Alexi Zentner (born August 29, 1973 in Kitchener, Ontario) is a Canadian-American short story writer, and novelist.

==Life==
He graduated from Grinnell College with a BA and Cornell University with an MFA.
He taught at Cornell University. He's now on the faculty at Binghamton University.

His fiction has also appeared in The Atlantic Monthly, Narrative Magazine (where it was awarded the 2008 Narrative Prize).

He lives in Ithaca, New York, with his wife and two children.

==Awards==
His short story "Touch," originally published in Tin House is featured in The O. Henry Prize Stories 2008 where it was chosen as a jury favorite by author Chimamanda Ngozi Adichie. Two of Alexi's short stories were also selected for "special mention" in the 2008 Pushcart Prize anthology.
"Trapline" was awarded the 2008 Narrative Prize.
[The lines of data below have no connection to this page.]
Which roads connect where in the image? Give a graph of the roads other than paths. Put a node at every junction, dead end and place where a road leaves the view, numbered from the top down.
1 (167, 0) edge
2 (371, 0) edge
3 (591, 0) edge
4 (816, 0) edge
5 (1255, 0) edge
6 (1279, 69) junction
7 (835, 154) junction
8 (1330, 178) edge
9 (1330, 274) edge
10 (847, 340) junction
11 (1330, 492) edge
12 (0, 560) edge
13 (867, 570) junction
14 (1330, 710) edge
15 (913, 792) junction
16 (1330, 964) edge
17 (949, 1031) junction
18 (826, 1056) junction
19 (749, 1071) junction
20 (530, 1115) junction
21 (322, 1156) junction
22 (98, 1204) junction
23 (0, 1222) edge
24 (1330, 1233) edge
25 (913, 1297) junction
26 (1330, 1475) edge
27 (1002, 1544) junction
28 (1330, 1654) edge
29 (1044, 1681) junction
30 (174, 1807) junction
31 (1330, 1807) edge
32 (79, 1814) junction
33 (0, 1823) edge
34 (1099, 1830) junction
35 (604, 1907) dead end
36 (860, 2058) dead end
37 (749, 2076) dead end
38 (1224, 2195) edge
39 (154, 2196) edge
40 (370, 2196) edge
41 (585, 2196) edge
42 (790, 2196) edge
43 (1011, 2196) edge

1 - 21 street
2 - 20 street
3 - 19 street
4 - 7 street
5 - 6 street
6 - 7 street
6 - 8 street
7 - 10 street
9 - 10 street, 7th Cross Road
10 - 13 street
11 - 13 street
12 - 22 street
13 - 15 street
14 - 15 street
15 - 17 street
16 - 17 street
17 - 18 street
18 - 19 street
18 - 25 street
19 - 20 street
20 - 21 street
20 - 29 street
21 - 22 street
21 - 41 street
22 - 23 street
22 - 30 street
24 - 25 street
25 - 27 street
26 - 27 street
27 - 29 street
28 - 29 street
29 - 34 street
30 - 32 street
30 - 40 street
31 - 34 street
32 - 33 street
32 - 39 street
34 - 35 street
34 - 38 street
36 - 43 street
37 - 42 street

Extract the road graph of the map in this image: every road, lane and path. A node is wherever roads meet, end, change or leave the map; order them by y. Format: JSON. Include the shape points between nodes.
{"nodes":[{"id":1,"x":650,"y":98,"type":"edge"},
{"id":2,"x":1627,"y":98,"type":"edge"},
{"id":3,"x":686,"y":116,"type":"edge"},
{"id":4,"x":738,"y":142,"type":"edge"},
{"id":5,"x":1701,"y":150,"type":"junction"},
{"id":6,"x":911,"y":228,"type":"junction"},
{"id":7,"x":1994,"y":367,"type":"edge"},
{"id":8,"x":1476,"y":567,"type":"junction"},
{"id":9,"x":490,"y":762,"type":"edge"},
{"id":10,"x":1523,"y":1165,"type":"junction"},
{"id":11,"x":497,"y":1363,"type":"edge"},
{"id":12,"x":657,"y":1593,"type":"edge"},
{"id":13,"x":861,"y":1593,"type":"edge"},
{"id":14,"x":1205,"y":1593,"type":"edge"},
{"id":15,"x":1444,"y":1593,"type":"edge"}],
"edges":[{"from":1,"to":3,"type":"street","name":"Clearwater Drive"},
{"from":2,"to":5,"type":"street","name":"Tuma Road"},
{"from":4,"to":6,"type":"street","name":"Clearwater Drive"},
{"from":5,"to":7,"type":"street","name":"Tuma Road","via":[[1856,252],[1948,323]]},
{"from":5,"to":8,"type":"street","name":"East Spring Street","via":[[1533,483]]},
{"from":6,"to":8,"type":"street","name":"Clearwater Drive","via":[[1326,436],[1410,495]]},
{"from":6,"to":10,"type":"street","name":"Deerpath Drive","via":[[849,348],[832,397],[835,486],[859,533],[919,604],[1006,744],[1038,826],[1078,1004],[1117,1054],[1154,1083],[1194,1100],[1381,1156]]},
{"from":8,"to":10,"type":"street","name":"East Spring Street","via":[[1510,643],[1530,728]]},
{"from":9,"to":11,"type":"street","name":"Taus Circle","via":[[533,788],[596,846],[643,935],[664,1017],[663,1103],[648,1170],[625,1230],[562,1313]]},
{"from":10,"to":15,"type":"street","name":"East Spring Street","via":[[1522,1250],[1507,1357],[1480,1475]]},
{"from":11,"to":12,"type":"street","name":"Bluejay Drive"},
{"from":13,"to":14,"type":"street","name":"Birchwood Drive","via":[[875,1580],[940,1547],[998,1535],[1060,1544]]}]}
His debut novel Touch was a longlisted nominee for the 2011 Scotiabank Giller Prize and shortlisted for the Governor General Award for English-language fiction.

==Works==

===Novels===
- Copperhead (novel) (Penguin Random House, 2019)
- The Lobster Kings (W. W. Norton & Company, 2014)
- Touch (W. W. Norton & Company, 2011)

===Short fiction===
- "Touch", 2008
- "Trapline", Narrative Magazine, Fall 2008
- "Furlough", The Atlantic, August 2009

===Anthologies===
- Laura Furman (2008). "The O. Henry Prize Stories 2008"
- Bill Henderson (2007). "Pushcart Prize XXXII"

Zentner also writes mysteries and horror novels under the pen name Ezekiel Boone.